In the spring of 1997, Wilson and Thomas presented Azoff with a two song demo that the pair had written and produced at Brian's new state-of-the-art home studio. Azoff, who'd managed rock giants like Steely Dan, and The Eagles, was so impressed by what he heard that he immediately signed Brian Wilson to his Giant Records label.

"It's been shown," says Azoff, a driving force behind the reunion of the Eagles which resulted in the multi-platinum Hell Freezes Over, "that if you produce music that's true to who you were at the time of your greatest success, with '90s production values, there's gonna be a huge audience for it. And I think that Brian Wilson nails that theory beautifully."

Knowing that Wilson has always thrived with co-lyricists, Azoff connected him with Carole Bayer Sager (Carly Simon's "Nobody Does It Better"), J.D. Souther (Linda Ronstadt's "You're Only Lonely"), and Jimmy Buffett ("Margaritaville"), all of whom have enjoyed decades of success. Some of the songs were written with co- producer Joe Thomas, founder and former president of River North Records, a successful label he developed into an Adult Contemporary flagship with artists like Chicago's Peter Cetera, Alan Parsons, and the Beach Boys.

"I like working with collaborators," Wilson says. "The work has a glimmer and inspiration that can only come from two minds working together."

Wilson's fascination with recording technology is legendary and today's new digital equipment had much to do with his return. "My role," says Thomas, "was to help Brian use his great studio to the fullest, create an environment where he could relax and express his ideas."

Often, according to Thomas, that meant filling up as many as 96 audio tracks as Wilson was particularly dedicated to perfecting the album's soaring vocals, every note of which, background and lead, were performed by Brian Wilson himself.

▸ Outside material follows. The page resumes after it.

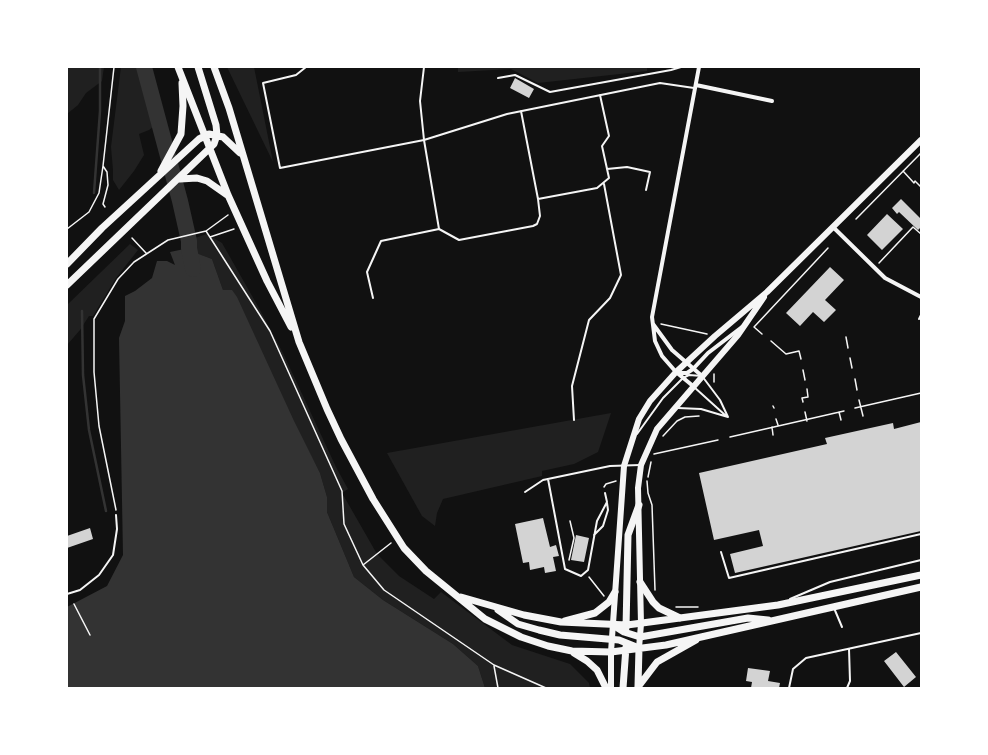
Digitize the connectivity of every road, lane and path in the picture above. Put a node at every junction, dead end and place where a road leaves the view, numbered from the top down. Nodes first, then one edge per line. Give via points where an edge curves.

Musicians accompanying Wilson were guitarist Greg Leisz (Beck, k.d. lang); horn player Paul Mertens (Poi Dog Pondering); and percussionist Jackie Bertoni.

And now, a year-long labor of love is complete. Eleven new tracks in all, IMAGINATION is an album that is sublimely musical and irresistibly memorable, proof positive that Brian Wilson has returned.

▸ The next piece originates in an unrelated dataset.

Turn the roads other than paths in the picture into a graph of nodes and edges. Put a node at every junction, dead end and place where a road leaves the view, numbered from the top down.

In terms of its total sound, IMAGINATION has a bright, exciting snap to it, where every note, from bell chimes to wood blocks, report with a startling clarity that identifies it as the work of a consummate recording artist.

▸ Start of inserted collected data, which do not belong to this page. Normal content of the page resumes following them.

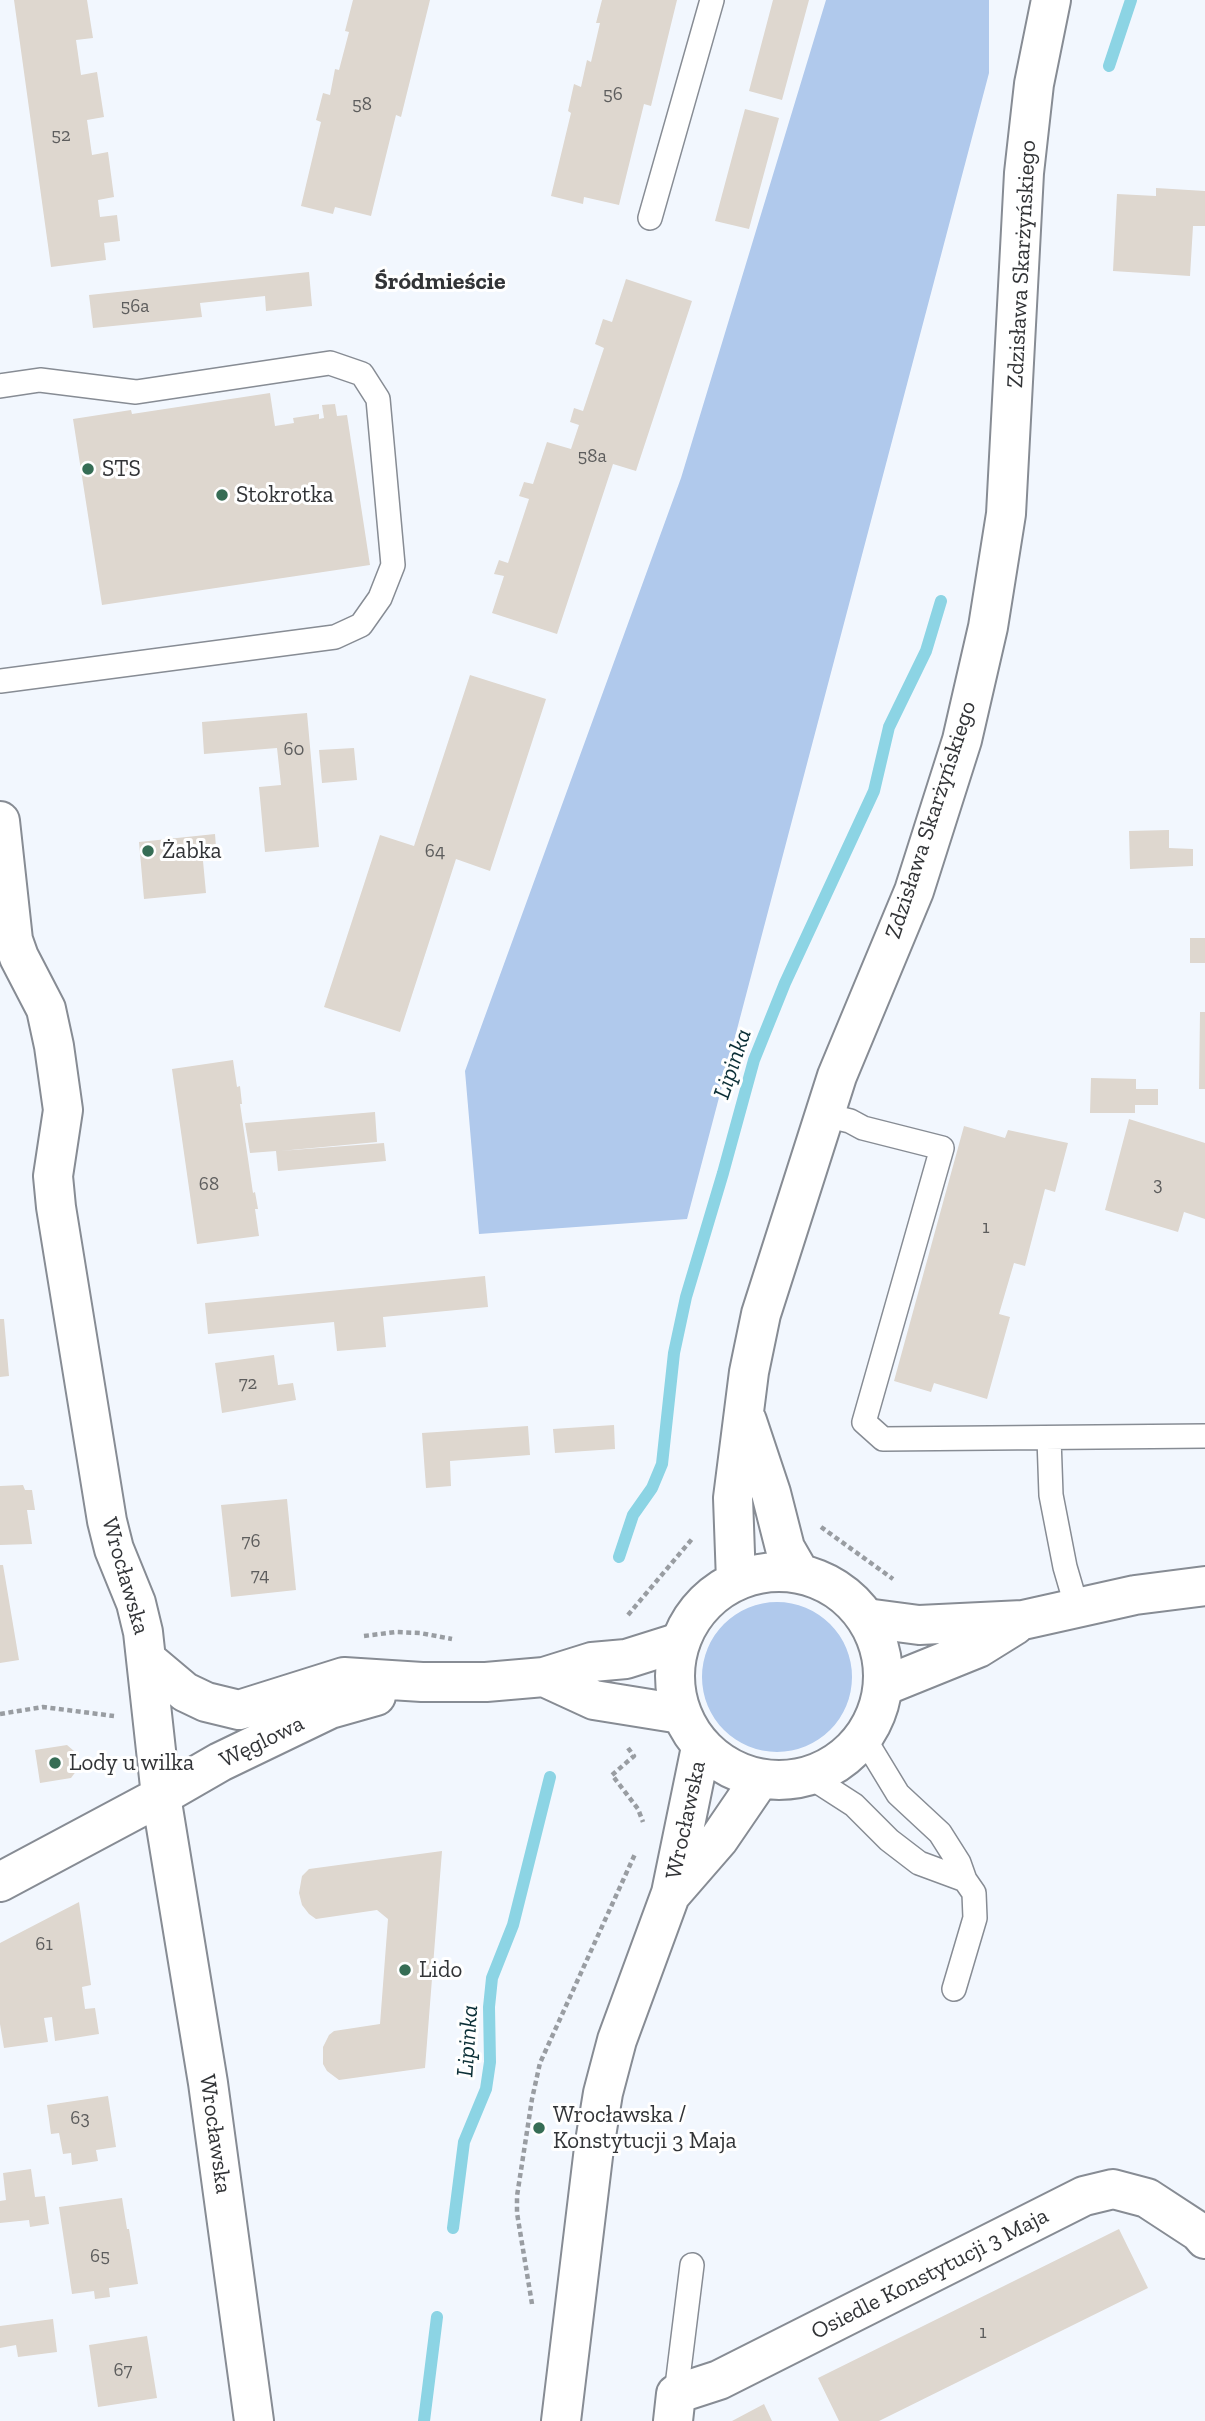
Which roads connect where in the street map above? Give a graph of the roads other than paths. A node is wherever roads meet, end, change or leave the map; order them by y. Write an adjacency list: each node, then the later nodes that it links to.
1 (712, 0): 3 (lane)
2 (1051, 0): 7 (street, Zdzisława Skarżyńskiego)
3 (650, 218)
4 (0, 386): 5 (lane)
5 (0, 681)
6 (0, 821): 18 (street, Wrocławska)
7 (825, 1115): 8 (street, Zdzisława Skarżyńskiego); 10 (lane)
8 (744, 1412): 11 (street, Zdzisława Skarżyńskiego); 12 (street, Zdzisława Skarżyńskiego)
9 (1205, 1436): 10 (lane)
10 (1049, 1438): 14 (lane)
11 (800, 1574): 12 (street); 15 (street)
12 (736, 1581): 17 (street)
13 (1205, 1586): 14 (street)
14 (1077, 1608): 16 (street)
15 (866, 1618): 16 (street); 21 (street)
16 (1023, 1620): 21 (street)
17 (680, 1642): 19 (street, Węglowa); 22 (street)
18 (147, 1660): 20 (street, Węglowa); 27 (street, Wrocławska)
19 (544, 1677): 20 (street, Węglowa); 22 (street, Węglowa)
20 (422, 1682): 27 (street, Węglowa)
21 (884, 1686): 23 (street)
22 (681, 1714): 24 (street)
23 (864, 1738): 25 (street); 28 (lane)
24 (701, 1747): 26 (street); 30 (street, Wrocławska)
25 (809, 1776): 26 (street); 28 (lane)
26 (760, 1779): 30 (street, Wrocławska)
27 (162, 1796): 29 (street, Węglowa); 35 (street, Wrocławska)
28 (965, 1880): 31 (lane)
29 (0, 1882)
30 (671, 1893): 36 (street, Wrocławska)
31 (954, 1989)
32 (1205, 2239): 34 (street, Osiedle Konstytucji 3 Maja)
33 (692, 2265): 34 (lane)
34 (675, 2408)
35 (254, 2421)
36 (561, 2421)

Asked if he feels IMAGINATION has an overall theme, Wilson pauses, then simply says, "It's all about this guy named Brian Wilson who's turned his heartaches into love."

In stores June 16, 1998, IMAGINATION is Brian Wilson, at long last, making music without distraction and without compromise. 
 

IMAGINATION   
THE ALBUM

Imagination   
"To look in your eyes, And see what you feel, And then realize that nothin's for real, 'Cause you know it's just Your imagination runnin' wild, Runnin' runnin' runnin'".

An immediately winning song, the title track marries bittersweet lyrics with an up tempo tune that's shot through with Brian Wilson's patented instrumental flair, including bells and assorted timpani. "The song means what it says," says Wilson. "Imagination. Can you imagine this or that in your mind? I think people can imagine anything they want to."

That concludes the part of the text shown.